Award-winning educator Troy Cockrum is director of innovative teaching as well as host of the Genius Hour innovation class for middle schoolers at St. Therese of Little Flower Catholic School, a K-8 parochial school on the Southeast side of Indianapolis. One of the books that’s been most influential to him as he thinks about his work helping both teachers and students find ways to innovate is Seth Godin’s Linchpin: Are You Indispensible?
Though the book was written for the business world, Cockrum finds many applications in the education world as well. According to Godin, “linchpins” are people who are in touch with their own abilities to solve problems when “there’s no rule book.” And he calls them the “essential building blocks” of great organizations, who turn their work into a kind of art. That’s how Cockrum wants teachers to think of their job, and he believes, how students should think about their work and their futures.

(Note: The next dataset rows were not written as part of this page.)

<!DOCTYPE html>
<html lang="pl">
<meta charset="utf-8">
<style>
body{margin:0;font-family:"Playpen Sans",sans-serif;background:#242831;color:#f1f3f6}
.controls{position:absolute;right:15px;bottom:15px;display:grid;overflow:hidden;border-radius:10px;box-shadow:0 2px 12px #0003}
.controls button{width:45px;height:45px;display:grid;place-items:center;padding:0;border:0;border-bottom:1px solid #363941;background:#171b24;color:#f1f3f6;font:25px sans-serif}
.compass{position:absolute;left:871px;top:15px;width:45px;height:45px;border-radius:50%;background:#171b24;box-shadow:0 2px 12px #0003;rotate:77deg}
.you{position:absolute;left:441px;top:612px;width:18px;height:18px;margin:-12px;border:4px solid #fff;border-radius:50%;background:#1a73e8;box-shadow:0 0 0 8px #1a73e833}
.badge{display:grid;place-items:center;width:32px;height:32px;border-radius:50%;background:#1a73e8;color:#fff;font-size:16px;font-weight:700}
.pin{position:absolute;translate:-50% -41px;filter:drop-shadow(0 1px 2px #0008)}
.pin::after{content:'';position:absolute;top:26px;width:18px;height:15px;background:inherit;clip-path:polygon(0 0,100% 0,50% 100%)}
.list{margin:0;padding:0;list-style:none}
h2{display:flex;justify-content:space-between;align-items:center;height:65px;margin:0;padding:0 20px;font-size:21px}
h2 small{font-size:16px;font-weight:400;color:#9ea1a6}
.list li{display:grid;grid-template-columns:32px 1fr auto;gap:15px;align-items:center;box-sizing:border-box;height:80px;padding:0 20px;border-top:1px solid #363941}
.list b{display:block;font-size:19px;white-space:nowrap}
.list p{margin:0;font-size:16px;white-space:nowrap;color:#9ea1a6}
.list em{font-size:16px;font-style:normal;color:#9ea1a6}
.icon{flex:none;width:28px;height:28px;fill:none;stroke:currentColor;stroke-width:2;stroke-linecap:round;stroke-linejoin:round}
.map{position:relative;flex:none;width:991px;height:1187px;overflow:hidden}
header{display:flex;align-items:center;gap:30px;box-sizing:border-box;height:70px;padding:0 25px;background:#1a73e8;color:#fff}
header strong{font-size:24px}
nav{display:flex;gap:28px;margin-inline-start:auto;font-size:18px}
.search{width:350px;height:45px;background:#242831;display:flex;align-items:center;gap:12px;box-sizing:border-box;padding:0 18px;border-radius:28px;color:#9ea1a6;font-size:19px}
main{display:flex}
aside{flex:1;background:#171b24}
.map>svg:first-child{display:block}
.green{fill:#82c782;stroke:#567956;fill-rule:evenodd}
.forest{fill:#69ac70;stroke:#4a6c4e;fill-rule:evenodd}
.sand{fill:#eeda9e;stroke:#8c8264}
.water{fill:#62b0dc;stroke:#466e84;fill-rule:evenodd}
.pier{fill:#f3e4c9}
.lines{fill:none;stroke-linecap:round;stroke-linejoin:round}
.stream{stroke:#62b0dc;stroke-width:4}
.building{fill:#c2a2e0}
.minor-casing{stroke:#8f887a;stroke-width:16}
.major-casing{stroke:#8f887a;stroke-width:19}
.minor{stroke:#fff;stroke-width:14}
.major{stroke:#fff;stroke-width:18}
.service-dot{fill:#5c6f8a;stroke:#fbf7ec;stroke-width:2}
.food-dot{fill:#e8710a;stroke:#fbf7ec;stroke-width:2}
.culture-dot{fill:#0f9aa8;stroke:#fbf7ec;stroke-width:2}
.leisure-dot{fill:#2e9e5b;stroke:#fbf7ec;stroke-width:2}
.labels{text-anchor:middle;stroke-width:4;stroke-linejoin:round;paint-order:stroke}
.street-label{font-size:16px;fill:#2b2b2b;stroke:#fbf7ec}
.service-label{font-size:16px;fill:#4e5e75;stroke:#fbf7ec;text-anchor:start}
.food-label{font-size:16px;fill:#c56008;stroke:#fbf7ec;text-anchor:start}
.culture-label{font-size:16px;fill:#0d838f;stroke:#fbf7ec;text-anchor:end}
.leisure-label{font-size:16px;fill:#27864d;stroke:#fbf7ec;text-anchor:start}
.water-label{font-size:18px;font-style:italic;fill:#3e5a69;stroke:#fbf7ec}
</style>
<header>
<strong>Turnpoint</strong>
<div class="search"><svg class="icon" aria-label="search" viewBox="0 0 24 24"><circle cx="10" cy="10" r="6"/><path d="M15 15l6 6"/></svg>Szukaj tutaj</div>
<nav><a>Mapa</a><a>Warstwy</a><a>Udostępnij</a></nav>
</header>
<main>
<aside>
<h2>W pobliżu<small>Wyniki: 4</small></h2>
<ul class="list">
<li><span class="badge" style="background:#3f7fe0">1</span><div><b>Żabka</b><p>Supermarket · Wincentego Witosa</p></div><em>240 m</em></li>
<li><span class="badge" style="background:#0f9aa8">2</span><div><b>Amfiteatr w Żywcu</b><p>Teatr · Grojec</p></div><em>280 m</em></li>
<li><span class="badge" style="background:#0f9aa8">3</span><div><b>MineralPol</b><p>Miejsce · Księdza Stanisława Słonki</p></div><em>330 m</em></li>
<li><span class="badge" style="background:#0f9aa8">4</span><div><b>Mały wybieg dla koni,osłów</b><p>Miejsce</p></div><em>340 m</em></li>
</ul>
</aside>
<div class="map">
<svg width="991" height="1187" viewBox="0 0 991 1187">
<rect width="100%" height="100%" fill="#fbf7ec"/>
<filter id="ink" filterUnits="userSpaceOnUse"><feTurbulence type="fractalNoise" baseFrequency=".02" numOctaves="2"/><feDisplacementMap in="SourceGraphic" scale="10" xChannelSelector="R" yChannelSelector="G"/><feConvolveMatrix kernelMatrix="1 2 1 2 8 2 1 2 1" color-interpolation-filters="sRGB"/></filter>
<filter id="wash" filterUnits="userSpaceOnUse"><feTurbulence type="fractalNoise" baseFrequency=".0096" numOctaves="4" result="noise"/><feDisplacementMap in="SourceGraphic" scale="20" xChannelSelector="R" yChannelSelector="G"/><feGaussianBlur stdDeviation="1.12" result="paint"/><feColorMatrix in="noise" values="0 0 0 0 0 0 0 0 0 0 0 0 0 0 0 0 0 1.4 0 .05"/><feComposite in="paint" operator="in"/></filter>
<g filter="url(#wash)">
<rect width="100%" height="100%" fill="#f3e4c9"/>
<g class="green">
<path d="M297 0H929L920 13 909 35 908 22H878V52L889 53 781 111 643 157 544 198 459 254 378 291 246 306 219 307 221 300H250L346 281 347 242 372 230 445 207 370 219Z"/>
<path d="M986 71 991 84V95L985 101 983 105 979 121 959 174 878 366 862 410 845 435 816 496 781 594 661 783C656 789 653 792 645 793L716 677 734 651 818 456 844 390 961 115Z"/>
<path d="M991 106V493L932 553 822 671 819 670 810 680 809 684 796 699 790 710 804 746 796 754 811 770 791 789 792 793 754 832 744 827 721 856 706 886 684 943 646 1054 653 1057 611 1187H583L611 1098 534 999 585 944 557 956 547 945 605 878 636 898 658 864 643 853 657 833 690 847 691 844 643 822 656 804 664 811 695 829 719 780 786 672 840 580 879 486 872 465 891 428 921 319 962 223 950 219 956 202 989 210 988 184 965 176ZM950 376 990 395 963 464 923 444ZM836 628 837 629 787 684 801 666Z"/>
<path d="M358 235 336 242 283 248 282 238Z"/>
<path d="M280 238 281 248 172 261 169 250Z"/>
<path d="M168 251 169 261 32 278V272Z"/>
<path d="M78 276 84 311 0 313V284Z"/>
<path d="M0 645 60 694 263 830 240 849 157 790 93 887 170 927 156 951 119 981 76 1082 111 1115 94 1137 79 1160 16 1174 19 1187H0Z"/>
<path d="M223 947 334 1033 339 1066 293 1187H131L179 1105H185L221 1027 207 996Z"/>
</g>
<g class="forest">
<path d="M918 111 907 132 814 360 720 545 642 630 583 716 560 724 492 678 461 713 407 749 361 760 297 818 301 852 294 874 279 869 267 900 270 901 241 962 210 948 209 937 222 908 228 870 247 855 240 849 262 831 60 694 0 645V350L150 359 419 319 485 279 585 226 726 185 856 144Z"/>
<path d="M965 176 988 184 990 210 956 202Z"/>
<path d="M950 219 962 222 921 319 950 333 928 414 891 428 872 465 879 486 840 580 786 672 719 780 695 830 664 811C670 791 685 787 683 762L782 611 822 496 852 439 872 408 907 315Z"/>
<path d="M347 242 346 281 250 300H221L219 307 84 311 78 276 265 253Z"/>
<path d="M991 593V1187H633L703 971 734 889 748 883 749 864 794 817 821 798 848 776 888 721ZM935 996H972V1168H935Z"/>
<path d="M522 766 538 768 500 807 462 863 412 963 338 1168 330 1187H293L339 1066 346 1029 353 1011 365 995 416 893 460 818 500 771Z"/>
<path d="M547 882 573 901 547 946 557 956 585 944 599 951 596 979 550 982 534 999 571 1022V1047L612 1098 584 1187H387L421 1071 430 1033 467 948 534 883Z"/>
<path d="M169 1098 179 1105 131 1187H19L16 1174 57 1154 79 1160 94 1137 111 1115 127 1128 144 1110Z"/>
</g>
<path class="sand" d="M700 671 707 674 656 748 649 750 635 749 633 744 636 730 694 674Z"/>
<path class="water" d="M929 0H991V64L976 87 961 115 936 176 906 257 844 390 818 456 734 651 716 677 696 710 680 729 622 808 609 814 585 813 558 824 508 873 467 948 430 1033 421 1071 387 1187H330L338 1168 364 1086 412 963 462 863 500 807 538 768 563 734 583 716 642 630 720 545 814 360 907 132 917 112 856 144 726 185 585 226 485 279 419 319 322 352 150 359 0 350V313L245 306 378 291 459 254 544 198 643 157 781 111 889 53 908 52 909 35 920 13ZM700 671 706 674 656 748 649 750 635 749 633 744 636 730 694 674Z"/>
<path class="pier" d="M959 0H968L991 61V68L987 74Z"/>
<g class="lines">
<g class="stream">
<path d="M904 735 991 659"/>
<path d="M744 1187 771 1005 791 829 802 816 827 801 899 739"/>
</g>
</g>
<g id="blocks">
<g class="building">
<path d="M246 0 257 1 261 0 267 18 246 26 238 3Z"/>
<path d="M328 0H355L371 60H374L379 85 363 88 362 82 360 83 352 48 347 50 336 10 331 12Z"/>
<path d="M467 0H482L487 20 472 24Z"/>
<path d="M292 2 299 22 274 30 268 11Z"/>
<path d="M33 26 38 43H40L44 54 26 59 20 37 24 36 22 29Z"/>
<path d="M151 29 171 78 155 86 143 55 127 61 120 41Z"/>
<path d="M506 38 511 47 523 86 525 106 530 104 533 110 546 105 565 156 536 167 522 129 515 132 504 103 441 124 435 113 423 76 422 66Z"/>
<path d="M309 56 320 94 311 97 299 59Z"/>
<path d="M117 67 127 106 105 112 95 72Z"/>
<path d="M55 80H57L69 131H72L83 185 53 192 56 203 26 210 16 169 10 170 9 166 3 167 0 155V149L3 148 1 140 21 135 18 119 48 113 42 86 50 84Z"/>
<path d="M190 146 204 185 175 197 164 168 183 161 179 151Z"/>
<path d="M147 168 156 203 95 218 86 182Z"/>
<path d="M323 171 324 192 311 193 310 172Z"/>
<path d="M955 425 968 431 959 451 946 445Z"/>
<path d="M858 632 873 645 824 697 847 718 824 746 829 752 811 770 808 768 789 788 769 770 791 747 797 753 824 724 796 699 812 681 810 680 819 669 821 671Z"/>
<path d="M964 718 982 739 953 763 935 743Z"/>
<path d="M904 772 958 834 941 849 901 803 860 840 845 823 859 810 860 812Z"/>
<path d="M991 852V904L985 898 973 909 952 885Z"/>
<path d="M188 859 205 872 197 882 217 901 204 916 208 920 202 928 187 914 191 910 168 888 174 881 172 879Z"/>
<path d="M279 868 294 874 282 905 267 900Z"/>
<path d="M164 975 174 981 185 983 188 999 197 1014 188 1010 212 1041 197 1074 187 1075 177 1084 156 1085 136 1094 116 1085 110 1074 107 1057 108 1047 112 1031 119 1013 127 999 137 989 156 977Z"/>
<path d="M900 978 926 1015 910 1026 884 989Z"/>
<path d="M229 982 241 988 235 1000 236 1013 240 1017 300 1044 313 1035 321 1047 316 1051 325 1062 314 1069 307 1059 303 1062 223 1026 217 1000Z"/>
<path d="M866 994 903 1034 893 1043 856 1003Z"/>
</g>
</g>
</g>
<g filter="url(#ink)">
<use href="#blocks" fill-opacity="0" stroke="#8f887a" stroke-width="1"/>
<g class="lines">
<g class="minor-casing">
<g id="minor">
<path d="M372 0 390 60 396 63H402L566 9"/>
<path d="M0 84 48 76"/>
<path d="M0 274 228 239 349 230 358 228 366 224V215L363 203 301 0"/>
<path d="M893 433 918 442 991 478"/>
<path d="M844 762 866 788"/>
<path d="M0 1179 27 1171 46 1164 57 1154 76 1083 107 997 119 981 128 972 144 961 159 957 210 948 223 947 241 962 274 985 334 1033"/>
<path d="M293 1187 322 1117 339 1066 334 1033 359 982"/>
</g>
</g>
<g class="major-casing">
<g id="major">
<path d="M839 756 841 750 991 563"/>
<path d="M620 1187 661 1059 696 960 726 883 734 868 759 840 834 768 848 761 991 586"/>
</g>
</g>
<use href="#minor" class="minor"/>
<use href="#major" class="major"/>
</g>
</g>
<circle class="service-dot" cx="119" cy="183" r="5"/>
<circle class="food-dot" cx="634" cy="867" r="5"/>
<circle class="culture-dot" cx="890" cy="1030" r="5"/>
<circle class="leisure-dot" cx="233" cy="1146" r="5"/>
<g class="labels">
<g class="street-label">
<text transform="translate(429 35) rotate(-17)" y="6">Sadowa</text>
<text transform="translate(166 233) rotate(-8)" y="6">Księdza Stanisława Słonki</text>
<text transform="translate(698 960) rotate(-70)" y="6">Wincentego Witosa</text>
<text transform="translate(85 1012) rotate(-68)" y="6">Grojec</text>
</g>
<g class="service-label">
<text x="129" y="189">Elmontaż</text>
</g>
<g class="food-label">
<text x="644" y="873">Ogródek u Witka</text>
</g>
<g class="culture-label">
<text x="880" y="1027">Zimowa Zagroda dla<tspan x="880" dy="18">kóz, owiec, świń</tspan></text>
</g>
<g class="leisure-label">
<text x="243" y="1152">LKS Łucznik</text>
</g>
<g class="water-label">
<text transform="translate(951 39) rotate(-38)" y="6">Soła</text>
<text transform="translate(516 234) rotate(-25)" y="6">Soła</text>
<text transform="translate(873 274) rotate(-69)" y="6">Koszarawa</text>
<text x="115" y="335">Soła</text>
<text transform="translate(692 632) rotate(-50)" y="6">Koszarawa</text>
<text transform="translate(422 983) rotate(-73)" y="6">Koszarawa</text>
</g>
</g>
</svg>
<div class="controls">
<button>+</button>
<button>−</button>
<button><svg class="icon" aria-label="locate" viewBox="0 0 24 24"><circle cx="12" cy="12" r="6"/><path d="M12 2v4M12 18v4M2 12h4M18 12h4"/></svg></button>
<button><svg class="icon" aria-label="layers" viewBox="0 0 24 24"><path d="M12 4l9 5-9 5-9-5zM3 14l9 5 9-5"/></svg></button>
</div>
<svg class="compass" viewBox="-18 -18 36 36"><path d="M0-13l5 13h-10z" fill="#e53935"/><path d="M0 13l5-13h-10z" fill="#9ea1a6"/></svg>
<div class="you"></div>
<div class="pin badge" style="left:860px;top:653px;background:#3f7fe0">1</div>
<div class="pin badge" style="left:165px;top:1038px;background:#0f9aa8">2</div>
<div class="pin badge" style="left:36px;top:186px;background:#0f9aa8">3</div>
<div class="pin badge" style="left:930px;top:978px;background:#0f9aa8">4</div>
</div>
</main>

The conversation has been edited for clarity and length.
Cockrum: I really like Linchpin because it talks about a different system and mentality that is outside the education realm. Godin may not necessarily have all the right answers because he’s not an educator, but he’s asking big questions. The book is about how to approach your job and your work with a different mentality in order to be more productive and beneficial. He mainly presents ideas to help people rethink what our current business culture should look like.
In my job as director of innovative teaching, I have two roles: I work with teachers to help them plan, and learn how to integrate more contemporary or innovative teaching methods into their teaching. And on the other side, I work with students to help them conceptualize their work. For example, if it’s using a technology tool for a project, how can we use that more creatively?